Mörk Borg runs on a countdown. The Calendar of Nechrubel ticks toward the end of the world, and every name in this setting exists inside that ticking clock. Nobody here is building a legacy. They're surviving a doom-metal apocalypse one filthy, blunt name at a time, and the name usually tells you exactly what they gave up to get this far.
That's the whole naming logic. Not elegance. Not invented syllables. Just names dragged through rot and cold until only the hard consonants are left.
Filth Over Polish
Most fantasy naming systems reach for elegance — flowing vowels, invented apostrophes, names that sound like they belong to someone important. Mörk Borg does the opposite on purpose. Its Swedish creators built the game around doom and black metal, and the names follow that same aesthetic logic: stripped down, blunt, a little ugly, and proud of it.
A name here should sound shouted, not sung. Rott. Vark. Sump. One or two syllables, hard consonants, nothing decorative unless the decoration is already rotting.
Class Tells You What They Lost
Every core class is a before, not a job description. A Fanged Deserter didn't train to be brutal — they ran from a war and never stopped fighting it. A Wretched Royal isn't playing at nobility; they're the last scrap of a house that no longer exists. The name has to carry that history before the class label ever explains it.
Battlefield brutality and gutter filth — blunt, hard, one syllable when possible
- Grendel (Old English, monstrous)
- Vark (compressed, animal)
- Sump (gutter slang)
- Mudge (filth-adjacent)
- Cnut (Norse, blunt)
Cosmic dread and swamp-lore — longer, stranger, half self-invented
- Thistlewick (plant, archaic)
- Ysolt (unmoored, old)
- Yarrow (herb-lore)
- Sallow (decay-adjacent)
- Argus (self-mythologizing)
Faded aristocracy and curdled church-Latin — ornamental even as it rots
- Malchor (Latinate, noble)
- Isolde (aristocratic)
- Corvinus (church-Latin)
- Ecclesia (liturgical)
- Absolom (biblical, curdled)
The Byname Is the Real Name
Nobody in Mörk Borg keeps a family surname worth mentioning. What they carry instead is a byname — earned in a corpse-strewn field, mocked into them by their own crew, or claimed for themselves because nobody else was going to name them anything better. "Sump the Flyblown." "Grendel of the Ninth." The byname is where the actual character lives, and it usually contradicts the given name on purpose.

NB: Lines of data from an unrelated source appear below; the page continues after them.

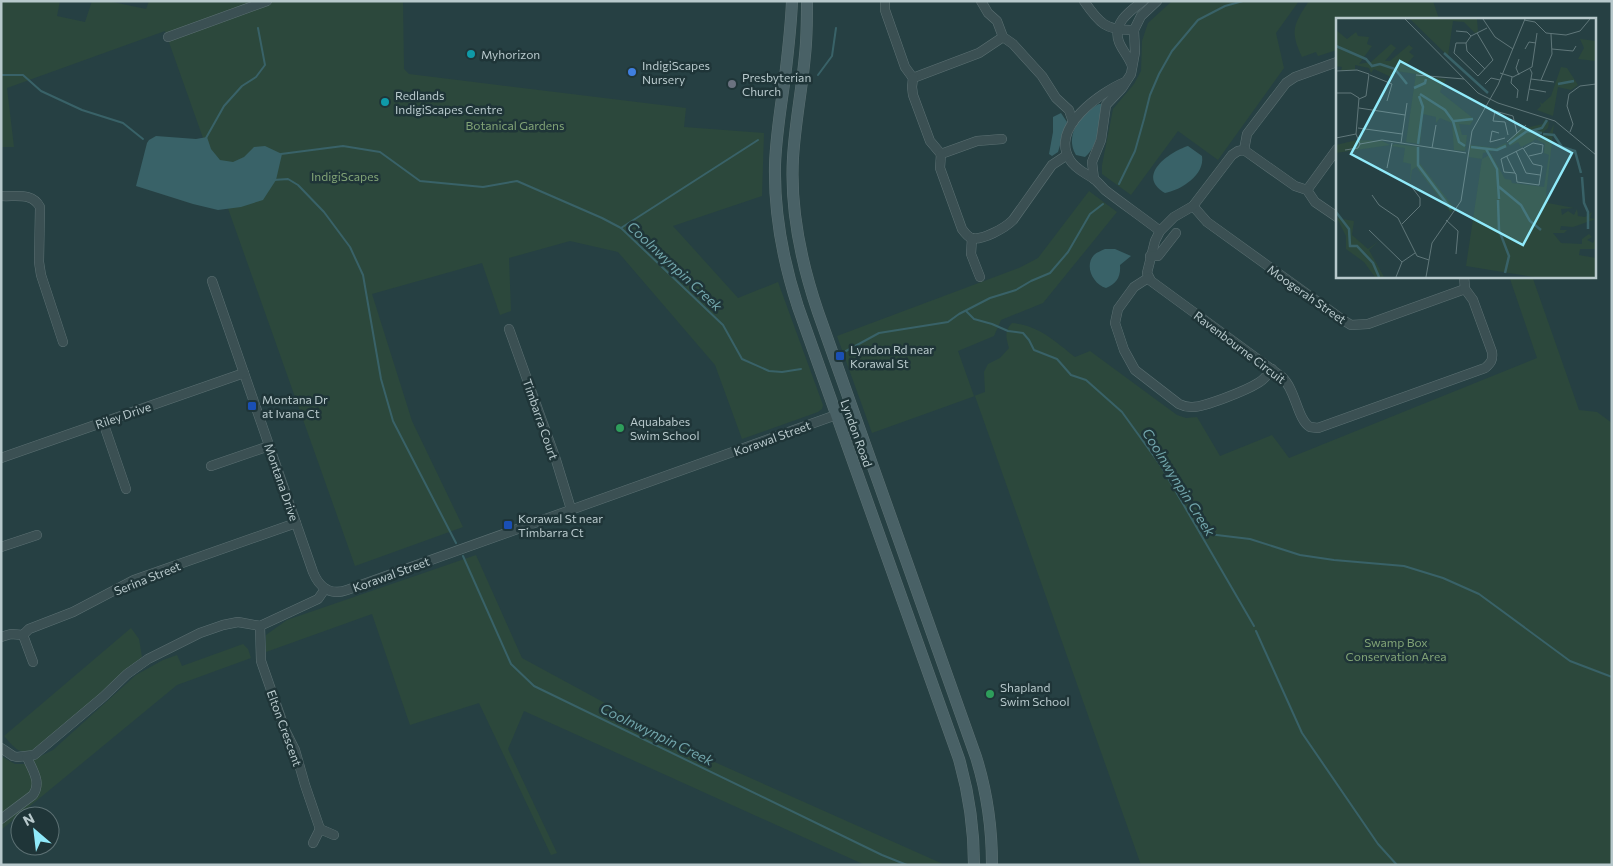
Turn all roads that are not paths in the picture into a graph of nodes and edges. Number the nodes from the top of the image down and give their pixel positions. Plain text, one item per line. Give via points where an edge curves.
1 (266, 1) edge
2 (792, 1) edge
3 (807, 1) edge
4 (885, 1) edge
5 (981, 1) edge
6 (1084, 1) edge
7 (1143, 1) edge
8 (1157, 1) edge
9 (1118, 30) junction
10 (1134, 30) junction
11 (168, 36) dead end
12 (1003, 37) junction
13 (1336, 62) edge
14 (1133, 68) junction
15 (913, 78) junction
16 (1125, 82) junction
17 (1069, 110) junction
18 (1080, 112) junction
19 (1073, 122) junction
20 (1002, 139) dead end
21 (1244, 150) junction
22 (1336, 150) edge
23 (941, 154) junction
24 (1067, 155) junction
25 (1092, 162) junction
26 (1078, 170) junction
27 (1094, 179) junction
28 (1306, 190) junction
29 (1, 196) edge
30 (1193, 206) junction
31 (1336, 216) edge
32 (1160, 231) junction
33 (1176, 233) dead end
34 (972, 238) junction
35 (1150, 256) junction
36 (980, 277) dead end
37 (1148, 278) junction
38 (1464, 278) edge
39 (212, 281) dead end
40 (1466, 289) junction
41 (509, 329) dead end
42 (63, 342) dead end
43 (1272, 369) junction
44 (244, 372) junction
45 (853, 409) junction
46 (836, 415) junction
47 (103, 422) junction
48 (269, 446) junction
49 (1, 458) edge
50 (211, 466) dead end
51 (126, 489) dead end
52 (571, 509) junction
53 (296, 523) junction
54 (37, 535) dead end
55 (1, 547) edge
56 (325, 589) junction
57 (260, 626) junction
58 (23, 635) junction
59 (1, 637) edge
60 (33, 662) dead end
61 (1, 748) edge
62 (27, 757) junction
63 (1, 819) edge
64 (320, 829) junction
65 (334, 835) dead end
66 (313, 843) dead end
67 (974, 865) edge
68 (992, 865) edge

1 - 11 street
2 - 46 main road, Lyndon Road via 777,134 776,204 792,288
3 - 45 main road, Lyndon Road via 805,55 793,157 793,195 797,230 811,291
4 - 15 street via 885,10 905,67
5 - 12 street via 997,22
6 - 9 street via 1101,23
7 - 9 street via 1119,23
8 - 10 street
9 - 10 street
9 - 14 street via 1119,42
10 - 14 street
12 - 15 street via 979,53
12 - 17 street via 1013,44
13 - 21 street via 1289,80 1248,134
14 - 16 street
15 - 23 street via 912,87 930,141
16 - 18 street
16 - 25 street via 1106,105 1101,140
17 - 18 street
17 - 19 street
18 - 19 street
19 - 24 street via 1066,144
20 - 23 street via 977,141
21 - 28 street via 1295,186
21 - 30 street via 1232,156
22 - 28 street
23 - 34 street via 940,168 962,229
24 - 26 street
24 - 34 street via 1052,165 1007,226
25 - 26 street
25 - 27 street
26 - 27 street
27 - 32 street
28 - 31 street via 1315,202
29 - 42 street via 31,197 40,207 41,275
30 - 32 street
30 - 40 street, Moogerah Street via 1207,222 1351,325 1368,324
32 - 35 street
33 - 35 street via 1158,256
34 - 36 street via 971,254
35 - 37 street
37 - 43 street, Ravenbourne Circuit
37 - 43 street via 1134,287 1118,309 1117,329 1135,370 1179,404 1192,408 1204,405 1255,385
38 - 40 street, Ravenbourne Circuit
39 - 44 street, Montana Drive
40 - 43 street, Ravenbourne Circuit via 1492,352 1493,358 1485,368 1314,428 1303,420 1288,382
41 - 52 street, Timbarra Court
44 - 47 street, Riley Drive
44 - 48 street, Montana Drive
45 - 46 main road
45 - 68 main road, Lyndon Road via 976,757 989,815
46 - 52 street, Korawal Street
46 - 67 main road, Lyndon Road via 959,759 971,814
47 - 49 street, Riley Drive
47 - 51 street
48 - 50 street
48 - 53 street, Montana Drive
52 - 56 street, Korawal Street via 347,590 335,592
53 - 56 street, Montana Drive via 312,572
53 - 58 street, Serina Street via 134,580 73,612 29,629
54 - 55 street
56 - 57 street via 318,599
57 - 62 street via 238,622 223,625 148,659 40,751
57 - 64 street, Elton Crescent via 261,661 295,750
58 - 59 street, Serina Street
58 - 60 street
61 - 62 street via 12,756
62 - 63 street via 38,784 36,790
64 - 65 street
64 - 66 street

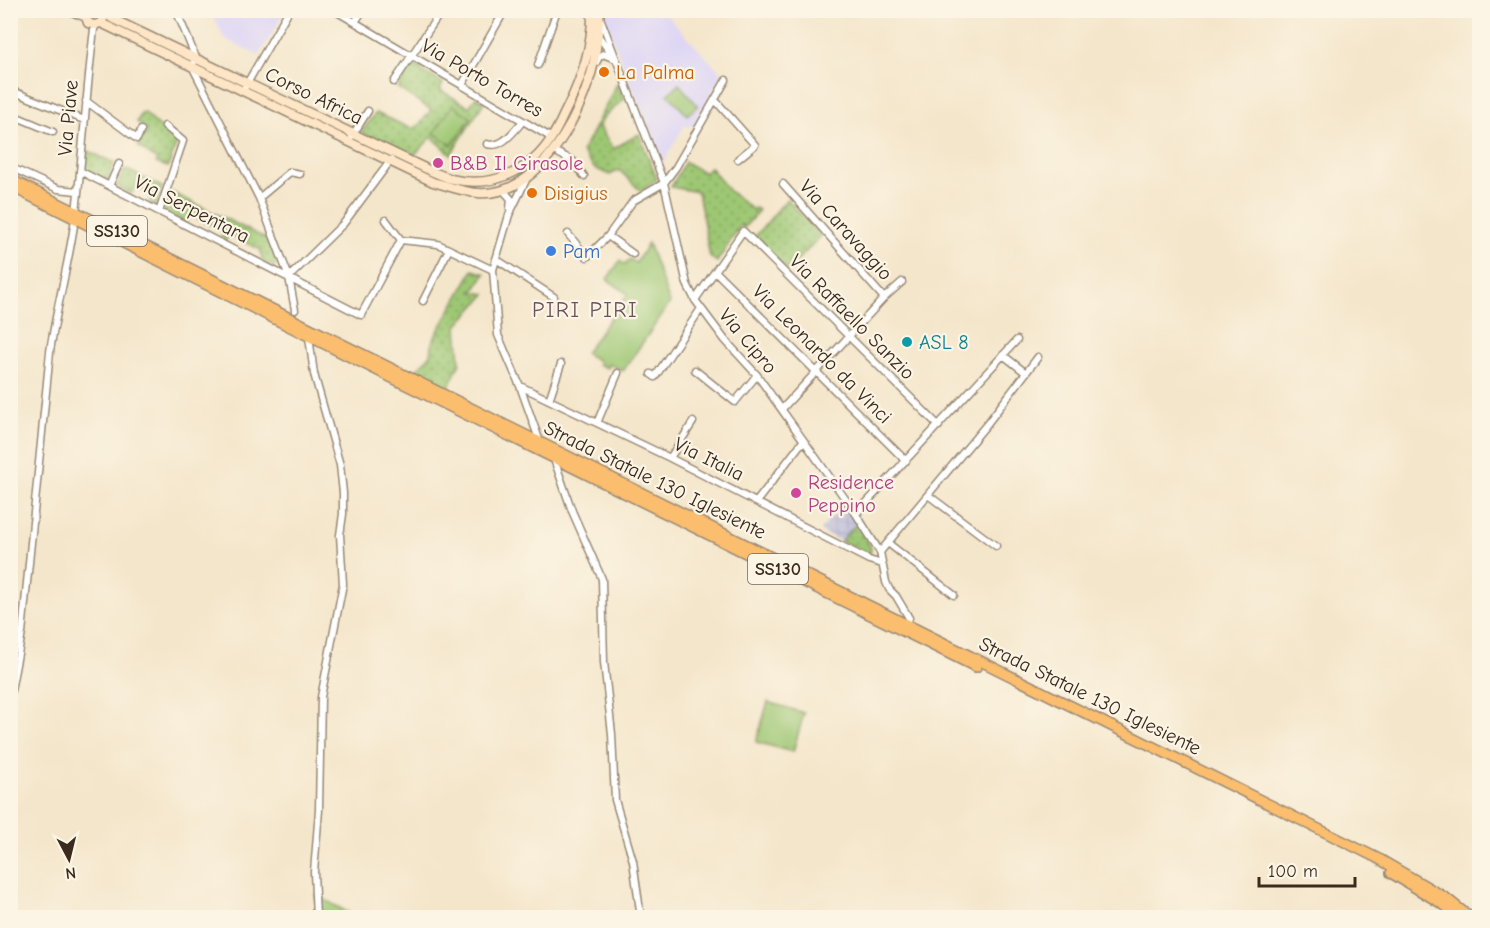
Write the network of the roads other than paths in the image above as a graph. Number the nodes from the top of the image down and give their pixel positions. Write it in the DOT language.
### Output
graph roads {
  1 [pos="69,10"];
  2 [pos="176,10"];
  3 [pos="289,10"];
  4 [pos="334,10"];
  5 [pos="363,10"];
  6 [pos="442,10"];
  7 [pos="505,10"];
  8 [pos="557,10"];
  9 [pos="101,12"];
  10 [pos="87,14"];
  11 [pos="596,14"];
  12 [pos="355,22"];
  13 [pos="95,25"];
  14 [pos="598,36"];
  15 [pos="413,57"];
  16 [pos="616,60"];
  17 [pos="194,62"];
  18 [pos="537,65"];
  19 [pos="591,74"];
  20 [pos="726,81"];
  21 [pos="394,82"];
  22 [pos="462,85"];
  23 [pos="245,86"];
  24 [pos="10,90"];
  25 [pos="86,100"];
  26 [pos="715,100"];
  27 [pos="368,111"];
  28 [pos="10,114"];
  29 [pos="84,120"];
  30 [pos="523,121"];
  31 [pos="165,126"];
  32 [pos="141,130"];
  33 [pos="53,132"];
  34 [pos="351,138"];
  35 [pos="552,138"];
  36 [pos="487,144"];
  37 [pos="554,151"];
  38 [pos="393,158"];
  39 [pos="738,159"];
  40 [pos="119,164"];
  41 [pos="10,166"];
  42 [pos="80,171"];
  43 [pos="516,172"];
  44 [pos="300,174"];
  45 [pos="584,176"];
  46 [pos="527,178"];
  47 [pos="10,179"];
  48 [pos="664,183"];
  49 [pos="783,184"];
  50 [pos="511,185"];
  51 [pos="10,186"];
  52 [pos="108,186"];
  53 [pos="74,191"];
  54 [pos="497,191"];
  55 [pos="259,198"];
  56 [pos="511,199"];
  57 [pos="159,212"];
  58 [pos="75,214"];
  59 [pos="509,215"];
  60 [pos="386,220"];
  61 [pos="568,234"];
  62 [pos="608,236"];
  63 [pos="401,240"];
  64 [pos="448,249"];
  65 [pos="633,254"];
  66 [pos="496,260"];
  67 [pos="493,270"];
  68 [pos="715,271"];
  69 [pos="289,277"];
  70 [pos="902,282"];
  71 [pos="554,297"];
  72 [pos="884,298"];
  73 [pos="695,300"];
  74 [pos="423,301"];
  75 [pos="295,310"];
  76 [pos="700,310"];
  77 [pos="309,337"];
  78 [pos="848,337"];
  79 [pos="1017,340"];
  80 [pos="1003,355"];
  81 [pos="1038,357"];
  82 [pos="561,364"];
  83 [pos="695,370"];
  84 [pos="816,372"];
  85 [pos="618,373"];
  86 [pos="1026,373"];
  87 [pos="651,374"];
  88 [pos="757,375"];
  89 [pos="520,386"];
  90 [pos="549,400"];
  91 [pos="782,409"];
  92 [pos="693,422"];
  93 [pos="597,423"];
  94 [pos="939,426"];
  95 [pos="803,441"];
  96 [pos="541,443"];
  97 [pos="670,458"];
  98 [pos="554,459"];
  99 [pos="906,461"];
  100 [pos="928,495"];
  101 [pos="757,501"];
  102 [pos="856,514"];
  103 [pos="888,543"];
  104 [pos="996,546"];
  105 [pos="880,552"];
  106 [pos="882,564"];
  107 [pos="954,595"];
  108 [pos="909,618"];
  109 [pos="10,696"];
  110 [pos="316,918"];
  111 [pos="641,918"];
  112 [pos="1460,918"];
  113 [pos="1471,918"];
  1 -- 10 [label="street"];
  2 -- 17 [label="street"];
  3 -- 23 [label="street"];
  4 -- 12 [label="street, Via Porto Torres"];
  5 -- 12 [label="street"];
  6 -- 15 [label="street"];
  7 -- 22 [label="street"];
  8 -- 18 [label="street"];
  9 -- 13 [label="street"];
  9 -- 17 [label="street, Corso Africa"];
  10 -- 13 [label="street"];
  11 -- 14 [label="street, Corso Africa"];
  11 -- 16 [label="street, Via Cipro"];
  11 -- 35 [label="street, Corso Africa"];
  12 -- 15 [label="street, Via Porto Torres"];
  13 -- 17 [label="street, Corso Africa"];
  13 -- 25 [label="street, Via Piave"];
  14 -- 16 [label="street, Via Cipro"];
  14 -- 19 [label="street, Corso Africa"];
  15 -- 21 [label="street"];
  15 -- 22 [label="street, Via Porto Torres"];
  16 -- 19 [label="street"];
  16 -- 48 [label="street, Via Cipro"];
  17 -- 23 [label="street, Corso Africa"];
  17 -- 55 [label="street"];
  19 -- 37 [label="street, Corso Africa"];
  20 -- 26 [label="street"];
  22 -- 30 [label="street, Via Porto Torres"];
  23 -- 34 [label="street, Corso Africa"];
  24 -- 29 [label="street"];
  25 -- 29 [label="street, Via Piave"];
  25 -- 32 [label="street"];
  26 -- 39 [label="street"];
  26 -- 48 [label="street"];
  27 -- 34 [label="street"];
  28 -- 33 [label="street"];
  29 -- 42 [label="street, Via Piave"];
  30 -- 35 [label="street, Via Porto Torres"];
  30 -- 36 [label="street"];
  31 -- 57 [label="street"];
  34 -- 38 [label="street, Corso Africa"];
  35 -- 43 [label="street, Corso Africa"];
  37 -- 45 [label="street"];
  37 -- 46 [label="street, Corso Africa"];
  38 -- 43 [label="street, Corso Africa"];
  38 -- 54 [label="street, Corso Africa"];
  38 -- 69 [label="street"];
  40 -- 52 [label="street"];
  41 -- 53 [label="street"];
  42 -- 52 [label="street, Via Serpentara"];
  42 -- 53 [label="street, Via Piave"];
  43 -- 50 [label="street"];
  44 -- 55 [label="street"];
  46 -- 50 [label="street, Corso Africa"];
  46 -- 59 [label="street"];
  47 -- 58 [label="main road, Strada Statale 130 Iglesiente / SS130"];
  48 -- 62 [label="street"];
  48 -- 73 [label="street, Via Cipro"];
  49 -- 72 [label="street, Via Caravaggio"];
  50 -- 54 [label="street, Corso Africa"];
  50 -- 56 [label="street"];
  51 -- 58 [label="main road, Strada Statale 130 Iglesiente / SS130"];
  52 -- 57 [label="street, Via Serpentara"];
  53 -- 58 [label="street, Via Piave"];
  54 -- 56 [label="street"];
  55 -- 69 [label="street"];
  56 -- 59 [label="street"];
  57 -- 69 [label="street, Via Serpentara"];
  58 -- 77 [label="main road, Strada Statale 130 Iglesiente / SS130"];
  58 -- 96 [label="main road, Strada Statale 130 Iglesiente / SS130"];
  58 -- 109 [label="street, Via Piave"];
  59 -- 66 [label="street"];
  60 -- 63 [label="street"];
  61 -- 62 [label="street"];
  62 -- 65 [label="street"];
  63 -- 64 [label="street"];
  63 -- 69 [label="street, Via Serpentara"];
  64 -- 67 [label="street"];
  64 -- 74 [label="street"];
  66 -- 67 [label="street"];
  66 -- 71 [label="street"];
  67 -- 89 [label="street"];
  68 -- 73 [label="street"];
  68 -- 78 [label="street, Via Raffaello Sanzio"];
  68 -- 84 [label="street, Via Leonardo da Vinci"];
  69 -- 75 [label="street"];
  70 -- 72 [label="street"];
  72 -- 78 [label="street"];
  73 -- 76 [label="street, Via Cipro"];
  76 -- 87 [label="street"];
  76 -- 88 [label="street, Via Cipro"];
  77 -- 98 [label="main road, Strada Statale 130 Iglesiente / SS130"];
  77 -- 110 [label="street"];
  78 -- 84 [label="street"];
  78 -- 94 [label="street, Via Raffaello Sanzio"];
  79 -- 80 [label="street"];
  80 -- 86 [label="street"];
  80 -- 94 [label="street"];
  81 -- 86 [label="street"];
  82 -- 90 [label="street"];
  83 -- 88 [label="street"];
  84 -- 91 [label="street"];
  84 -- 99 [label="street, Via Leonardo da Vinci"];
  85 -- 93 [label="street"];
  86 -- 100 [label="street"];
  88 -- 91 [label="street, Via Cipro"];
  89 -- 90 [label="street, Via Italia"];
  89 -- 96 [label="street"];
  90 -- 93 [label="street, Via Italia"];
  91 -- 95 [label="street, Via Cipro"];
  92 -- 97 [label="street"];
  93 -- 97 [label="street, Via Italia"];
  94 -- 99 [label="street"];
  95 -- 101 [label="street"];
  95 -- 102 [label="street, Via Cipro"];
  96 -- 113 [label="main road, Strada Statale 130 Iglesiente / SS130"];
  97 -- 101 [label="street, Via Italia"];
  98 -- 111 [label="street"];
  98 -- 112 [label="main road, Strada Statale 130 Iglesiente / SS130"];
  99 -- 102 [label="street"];
  100 -- 103 [label="street"];
  100 -- 104 [label="street"];
  101 -- 106 [label="street, Via Italia"];
  102 -- 105 [label="street, Via Cipro"];
  103 -- 105 [label="street"];
  103 -- 107 [label="street"];
  105 -- 106 [label="street, Via Cipro"];
  106 -- 108 [label="street, Via Cipro"];
}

Malchor the Unthroned — a Wretched Royal still performing nobility over a kingdom that's already gone
Origin Marks the Rot Differently
Where a character is from changes what kind of filth clings to their name. Galgenbeck sharpens names into something transactional and a little too clever — everyone there owes someone a debt. Sarkash softens them, half-swallowed by trees. Kergüs scrapes them down to almost nothing, the way the wasteland scrapes down everything else. Tveland hardens them against the cold and never lets them thaw.
What Makes a Name Wrong for This Universe
- Keep it blunt: one or two syllables, hard consonants, nothing that sounds sung
- Earn the byname: a filthy or ironic epithet does the character work a surname can't
- Match the class's before: the name should hint at what they lost, not what they fight with
- Root it in something real: Old Norse, Old English, church-Latin, gutter slang
- Invent apostrophe syllables: Xar'vek and Zynthralyss belong to a cleaner apocalypse
- Hand out noble surnames: nobody's family name survived whatever's happening here
- Make it heroic: these are scvm and heretics, not chosen ones
- Polish the byname: "the Flyblown" works because it's ugly, not despite it
If Mörk Borg's gothic-punk doom appeals to you beyond the tabletop, the Vampire: The Masquerade name generator covers another system built on gothic-punk decay — different rot, same commitment to naming the fall.
Common Questions
Why do Mörk Borg names avoid typical fantasy naming conventions?
Because the game was built to reject them on purpose. Most fantasy settings reach for invented syllables and apostrophe-heavy names to signal a fully realized world. Mörk Borg's creators pulled instead from doom and black metal aesthetics — blunt, worn, a little ugly. A name like Sump or Grendel sounds like it survived something, which fits a setting where the whole point is a dying world and the scvm crawling through its last days.
Do the six classes require different naming styles?
Not by rule, but it helps the character land. Mörk Borg's classes describe what someone was before the apocalypse accelerated, not a combat role, so the name should hint at that history. A Wretched Royal still sounds like fading nobility even mid-collapse; a Gutterborn Scum never had polish to lose. Matching the register makes a generated name feel earned rather than random.
What's the deal with bynames like "the Flyblown" or "of the Ninth"?
Bynames stand in for surnames in a world where family names rarely mean anything anymore. They're earned in battle, mocked into someone by their own crew, or self-claimed out of necessity. The best ones contradict the given name on purpose — a name that once sounded noble paired with a byname that admits it isn't anymore is where a lot of Mörk Borg's dark humor actually lives.